A fluoroscopic urodynamic study, or urodynamics, is a medical procedure that uses complex equipment to measure the pressure in the bladder and urethra as the bladder fills and as the bladder empties.
A small catheter is put into the bladder and a fluoroscopic fluid (fluid that can be seen with an X-ray) is put into the bladder. The pressures are then measured by a machine as the bladder fills and is emptied.
What is it for?
Urodynamic studies will show how well your bladder muscles and sphincters coordinate. The test will also show if there are contractions of the bladder muscle happening at the wrong time and if the bladder contractions are too strong. The results of the urodynamic study will show whether there is a risk for kidney damage associated with how your bladder functions after your SCI.
Preparation for the test
It is recommended that you have a urine specimen taken prior to urodynamic studies to ensure that the urine is free from infection.
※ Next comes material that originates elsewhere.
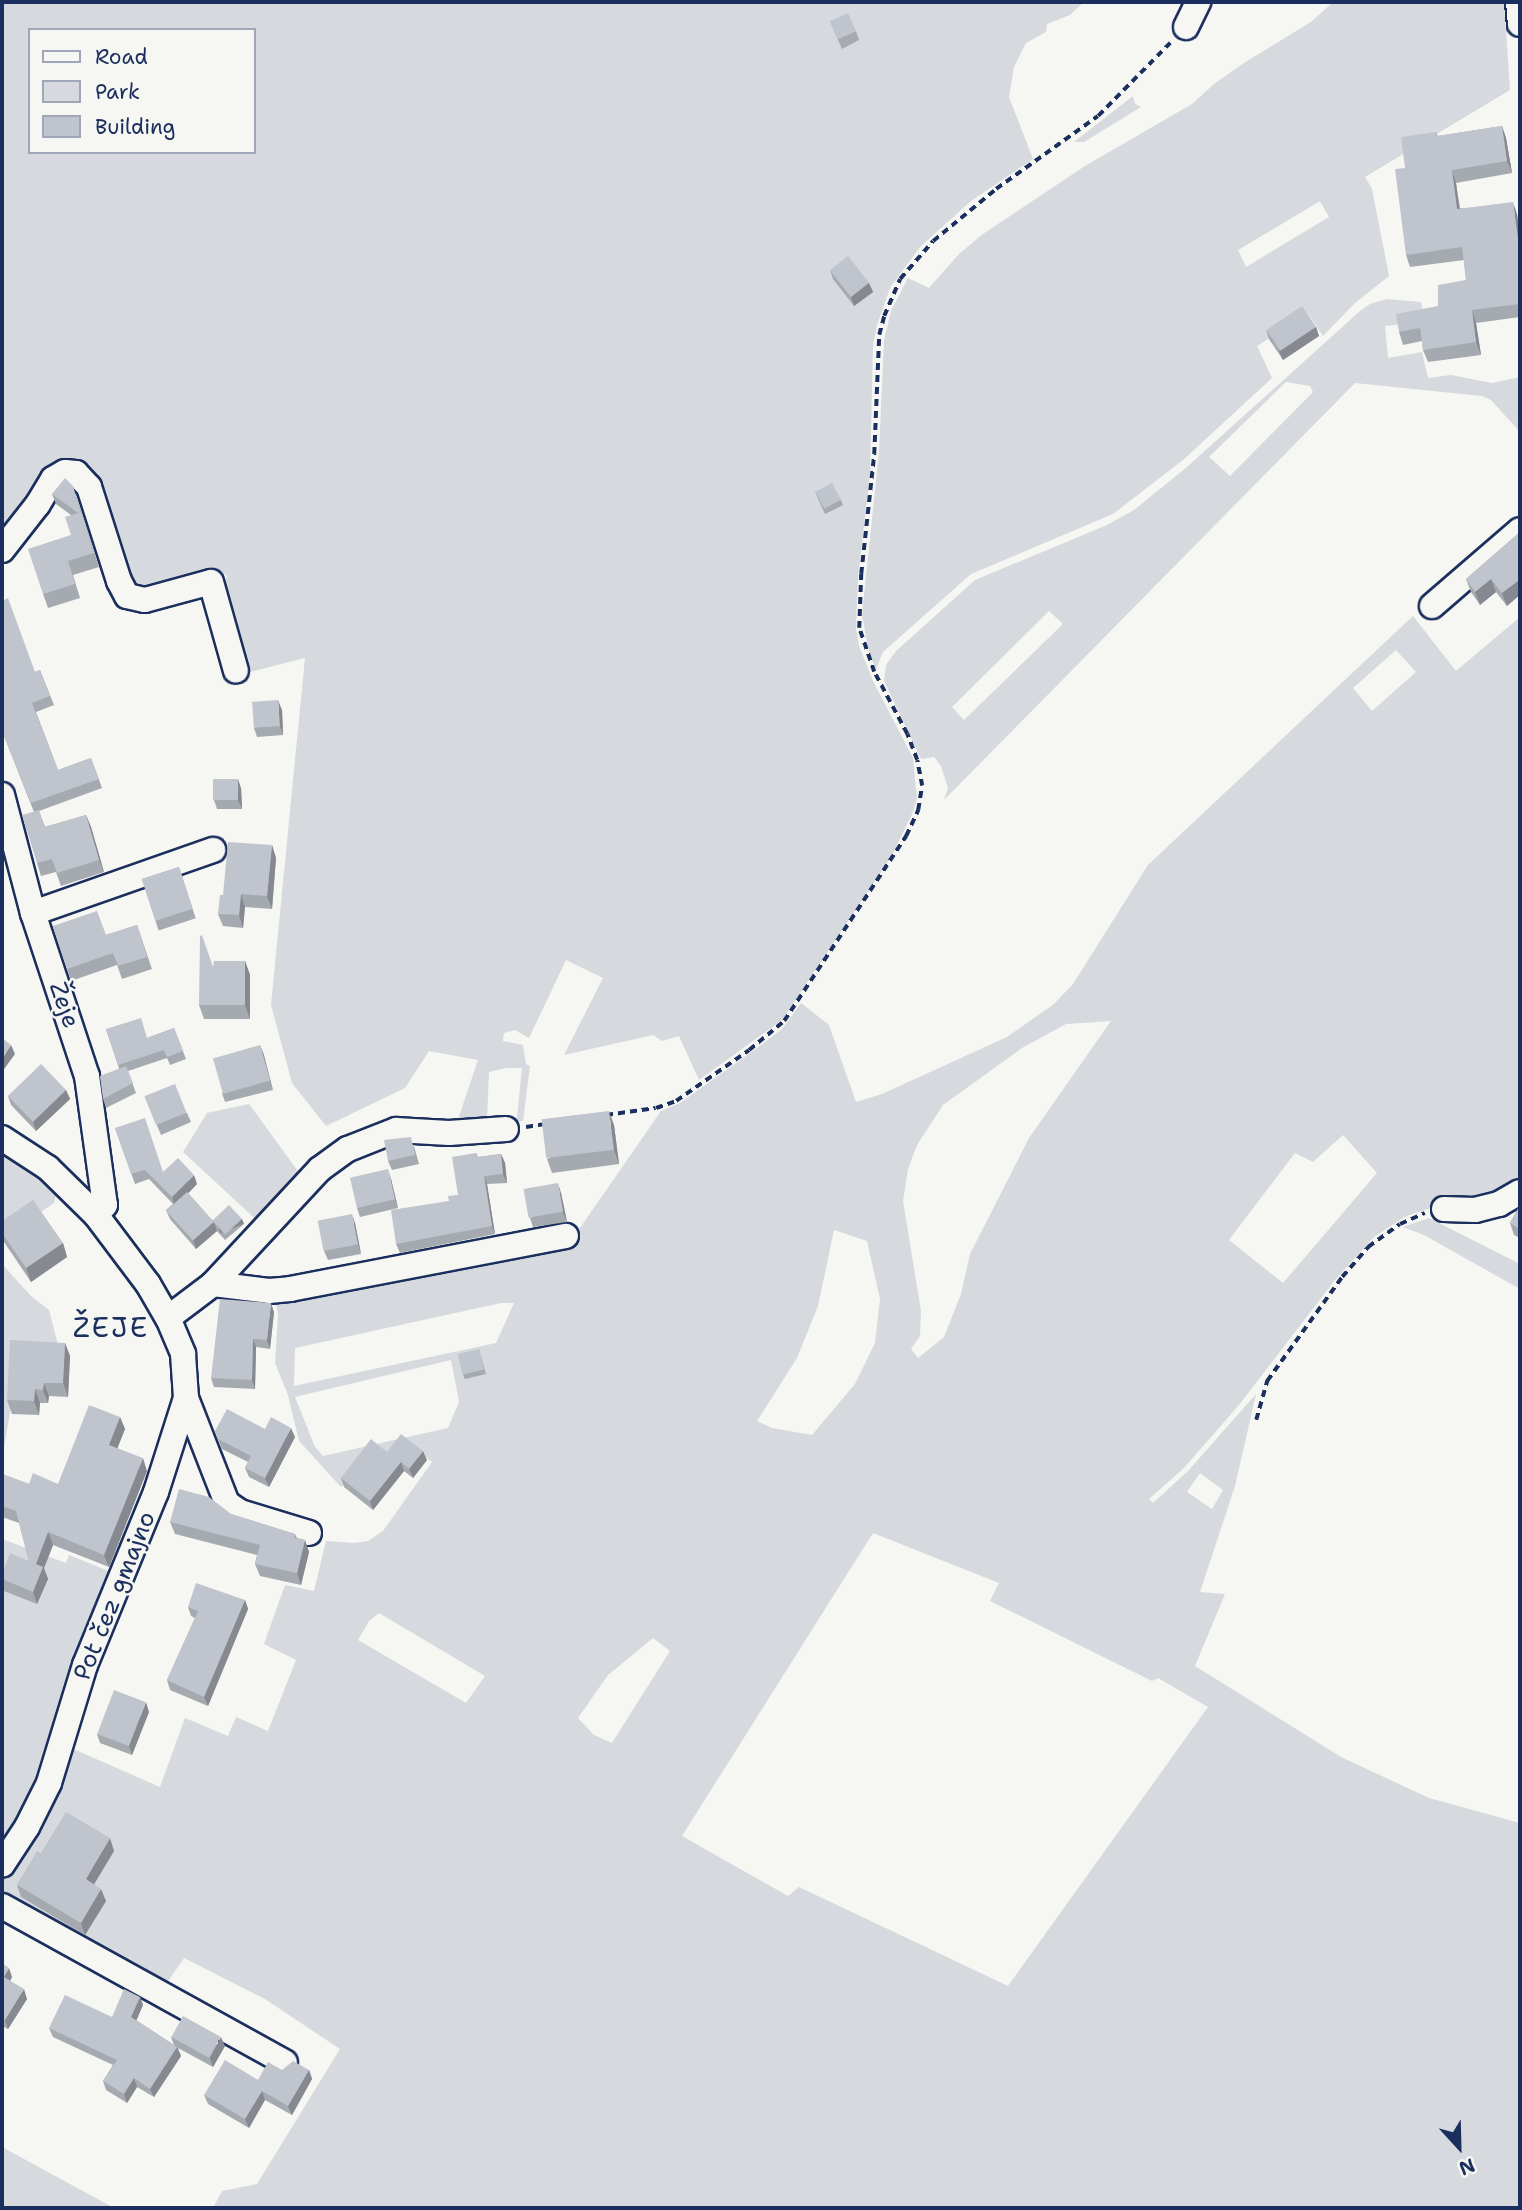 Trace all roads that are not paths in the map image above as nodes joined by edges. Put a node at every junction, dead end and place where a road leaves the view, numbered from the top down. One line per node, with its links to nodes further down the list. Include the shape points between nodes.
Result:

It is common for bacteria to be present in the urine so any results should be discussed with your urology nurse prior to the test.
How often should I have the test?
Every person with a spinal cord injury should be assessed by urodynamics to help determine a long-term plan. Once this has been done any further tests are performed on an “as needed” basis. Some people (particularly if you use reflex voiding) should have this test performed more frequently. The frequency of urodynamic studies should be discussed with your doctor or urology nurse.